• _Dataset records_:
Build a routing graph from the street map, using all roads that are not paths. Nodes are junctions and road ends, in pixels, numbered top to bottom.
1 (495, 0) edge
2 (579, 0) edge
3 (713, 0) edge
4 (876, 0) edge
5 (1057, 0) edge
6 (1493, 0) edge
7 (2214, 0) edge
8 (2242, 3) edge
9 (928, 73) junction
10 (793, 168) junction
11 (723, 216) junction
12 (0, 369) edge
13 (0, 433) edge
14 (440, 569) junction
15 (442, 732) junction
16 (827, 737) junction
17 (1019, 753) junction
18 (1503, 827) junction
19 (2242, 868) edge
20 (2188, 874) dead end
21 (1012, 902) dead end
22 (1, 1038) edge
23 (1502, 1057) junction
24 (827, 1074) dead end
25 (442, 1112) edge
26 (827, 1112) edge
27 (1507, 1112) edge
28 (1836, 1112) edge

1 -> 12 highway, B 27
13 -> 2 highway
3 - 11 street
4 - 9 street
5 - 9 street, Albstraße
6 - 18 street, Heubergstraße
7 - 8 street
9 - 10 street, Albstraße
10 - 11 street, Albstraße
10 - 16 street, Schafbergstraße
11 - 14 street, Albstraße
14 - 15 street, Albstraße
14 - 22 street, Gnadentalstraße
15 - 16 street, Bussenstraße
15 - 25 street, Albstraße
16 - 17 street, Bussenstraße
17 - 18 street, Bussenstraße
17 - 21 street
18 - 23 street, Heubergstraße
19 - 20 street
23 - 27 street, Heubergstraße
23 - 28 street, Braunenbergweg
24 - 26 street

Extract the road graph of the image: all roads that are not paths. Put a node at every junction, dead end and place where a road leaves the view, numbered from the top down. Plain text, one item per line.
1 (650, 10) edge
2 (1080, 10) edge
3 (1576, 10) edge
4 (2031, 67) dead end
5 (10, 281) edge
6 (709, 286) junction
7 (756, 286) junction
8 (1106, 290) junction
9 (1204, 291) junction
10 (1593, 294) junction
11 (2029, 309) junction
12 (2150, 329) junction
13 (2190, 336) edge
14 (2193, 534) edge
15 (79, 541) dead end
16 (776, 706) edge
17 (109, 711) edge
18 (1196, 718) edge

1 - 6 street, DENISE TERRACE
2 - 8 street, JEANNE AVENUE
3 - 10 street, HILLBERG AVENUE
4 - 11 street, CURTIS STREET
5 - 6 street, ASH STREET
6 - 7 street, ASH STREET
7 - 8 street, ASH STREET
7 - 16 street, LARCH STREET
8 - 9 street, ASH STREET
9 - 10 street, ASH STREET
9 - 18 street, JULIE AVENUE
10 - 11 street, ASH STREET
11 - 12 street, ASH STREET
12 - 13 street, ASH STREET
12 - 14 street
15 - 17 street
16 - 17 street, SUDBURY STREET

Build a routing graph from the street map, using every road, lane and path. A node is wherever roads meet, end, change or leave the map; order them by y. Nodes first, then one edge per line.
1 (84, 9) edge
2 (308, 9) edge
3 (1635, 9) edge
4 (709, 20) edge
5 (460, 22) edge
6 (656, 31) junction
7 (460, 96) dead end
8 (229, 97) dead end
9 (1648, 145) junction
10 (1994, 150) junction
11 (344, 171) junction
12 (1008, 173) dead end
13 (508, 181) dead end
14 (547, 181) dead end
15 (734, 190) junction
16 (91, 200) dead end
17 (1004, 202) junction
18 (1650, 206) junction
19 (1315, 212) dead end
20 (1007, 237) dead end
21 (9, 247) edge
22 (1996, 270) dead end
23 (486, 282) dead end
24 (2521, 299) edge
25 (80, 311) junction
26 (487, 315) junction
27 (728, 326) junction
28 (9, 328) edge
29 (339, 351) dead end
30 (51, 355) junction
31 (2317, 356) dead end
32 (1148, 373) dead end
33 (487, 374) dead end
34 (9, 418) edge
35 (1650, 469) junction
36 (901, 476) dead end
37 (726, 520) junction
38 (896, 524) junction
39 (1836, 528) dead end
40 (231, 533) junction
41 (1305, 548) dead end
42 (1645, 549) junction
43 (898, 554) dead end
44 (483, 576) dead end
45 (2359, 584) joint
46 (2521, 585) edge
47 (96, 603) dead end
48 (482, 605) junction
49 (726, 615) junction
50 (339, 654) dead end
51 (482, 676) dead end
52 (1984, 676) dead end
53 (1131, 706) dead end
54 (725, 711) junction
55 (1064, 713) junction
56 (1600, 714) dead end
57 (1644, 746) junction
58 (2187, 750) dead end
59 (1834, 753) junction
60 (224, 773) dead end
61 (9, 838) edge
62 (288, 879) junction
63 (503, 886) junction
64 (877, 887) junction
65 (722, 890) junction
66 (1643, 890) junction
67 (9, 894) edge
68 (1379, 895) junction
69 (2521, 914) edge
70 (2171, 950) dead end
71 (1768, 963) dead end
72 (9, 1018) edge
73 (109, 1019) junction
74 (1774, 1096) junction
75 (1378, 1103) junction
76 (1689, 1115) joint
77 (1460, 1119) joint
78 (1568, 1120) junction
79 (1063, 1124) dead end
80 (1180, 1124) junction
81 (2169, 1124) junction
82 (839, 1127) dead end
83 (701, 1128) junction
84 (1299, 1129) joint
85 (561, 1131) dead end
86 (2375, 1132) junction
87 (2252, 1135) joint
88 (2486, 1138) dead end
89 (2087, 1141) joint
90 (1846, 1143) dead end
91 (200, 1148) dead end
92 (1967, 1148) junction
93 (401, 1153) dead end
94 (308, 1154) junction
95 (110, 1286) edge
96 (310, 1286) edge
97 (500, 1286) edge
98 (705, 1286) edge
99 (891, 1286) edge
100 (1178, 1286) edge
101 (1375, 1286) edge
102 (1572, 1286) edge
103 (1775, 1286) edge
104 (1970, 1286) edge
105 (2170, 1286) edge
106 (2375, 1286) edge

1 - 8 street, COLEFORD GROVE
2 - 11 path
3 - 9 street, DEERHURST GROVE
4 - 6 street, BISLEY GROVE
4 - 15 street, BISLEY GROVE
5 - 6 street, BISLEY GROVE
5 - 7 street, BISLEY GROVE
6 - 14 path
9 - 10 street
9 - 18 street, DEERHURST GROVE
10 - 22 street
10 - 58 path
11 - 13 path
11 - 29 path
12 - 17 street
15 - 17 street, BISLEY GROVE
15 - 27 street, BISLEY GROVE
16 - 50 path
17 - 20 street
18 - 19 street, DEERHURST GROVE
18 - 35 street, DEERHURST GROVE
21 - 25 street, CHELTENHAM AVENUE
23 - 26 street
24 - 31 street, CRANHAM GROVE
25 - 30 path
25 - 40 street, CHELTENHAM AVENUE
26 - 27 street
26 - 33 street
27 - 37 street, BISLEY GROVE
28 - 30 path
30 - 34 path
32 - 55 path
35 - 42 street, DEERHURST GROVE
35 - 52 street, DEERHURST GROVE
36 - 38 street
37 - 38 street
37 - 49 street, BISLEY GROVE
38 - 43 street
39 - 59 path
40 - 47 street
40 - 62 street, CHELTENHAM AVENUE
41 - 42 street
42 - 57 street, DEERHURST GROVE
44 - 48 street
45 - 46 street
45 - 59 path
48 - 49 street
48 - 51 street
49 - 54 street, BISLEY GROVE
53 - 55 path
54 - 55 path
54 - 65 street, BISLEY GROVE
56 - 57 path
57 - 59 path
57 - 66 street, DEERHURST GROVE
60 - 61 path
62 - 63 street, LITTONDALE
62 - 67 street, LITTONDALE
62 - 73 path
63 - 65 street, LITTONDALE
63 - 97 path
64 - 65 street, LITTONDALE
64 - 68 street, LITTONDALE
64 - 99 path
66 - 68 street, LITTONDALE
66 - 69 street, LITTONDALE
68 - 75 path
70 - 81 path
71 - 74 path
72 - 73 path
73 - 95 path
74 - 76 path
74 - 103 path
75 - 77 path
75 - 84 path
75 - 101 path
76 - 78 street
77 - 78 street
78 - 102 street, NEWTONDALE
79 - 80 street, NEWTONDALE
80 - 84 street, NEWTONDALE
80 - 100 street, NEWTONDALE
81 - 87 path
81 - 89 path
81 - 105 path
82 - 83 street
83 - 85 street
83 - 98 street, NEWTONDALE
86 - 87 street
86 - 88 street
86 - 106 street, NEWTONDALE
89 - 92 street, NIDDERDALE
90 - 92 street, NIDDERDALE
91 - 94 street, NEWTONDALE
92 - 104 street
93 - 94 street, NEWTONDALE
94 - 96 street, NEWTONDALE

• _Work to be completed_:
The lines holding the word "paths" are the answer. Find them in the entries and copy them.

• _Output of the exercise_:
Build a routing graph from the street map, using all roads that are not paths. Nodes are junctions and road ends, in pixels, numbered top to bottom.
Extract the road graph of the image: all roads that are not paths. Put a node at every junction, dead end and place where a road leaves the view, numbered from the top down. Plain text, one item per line.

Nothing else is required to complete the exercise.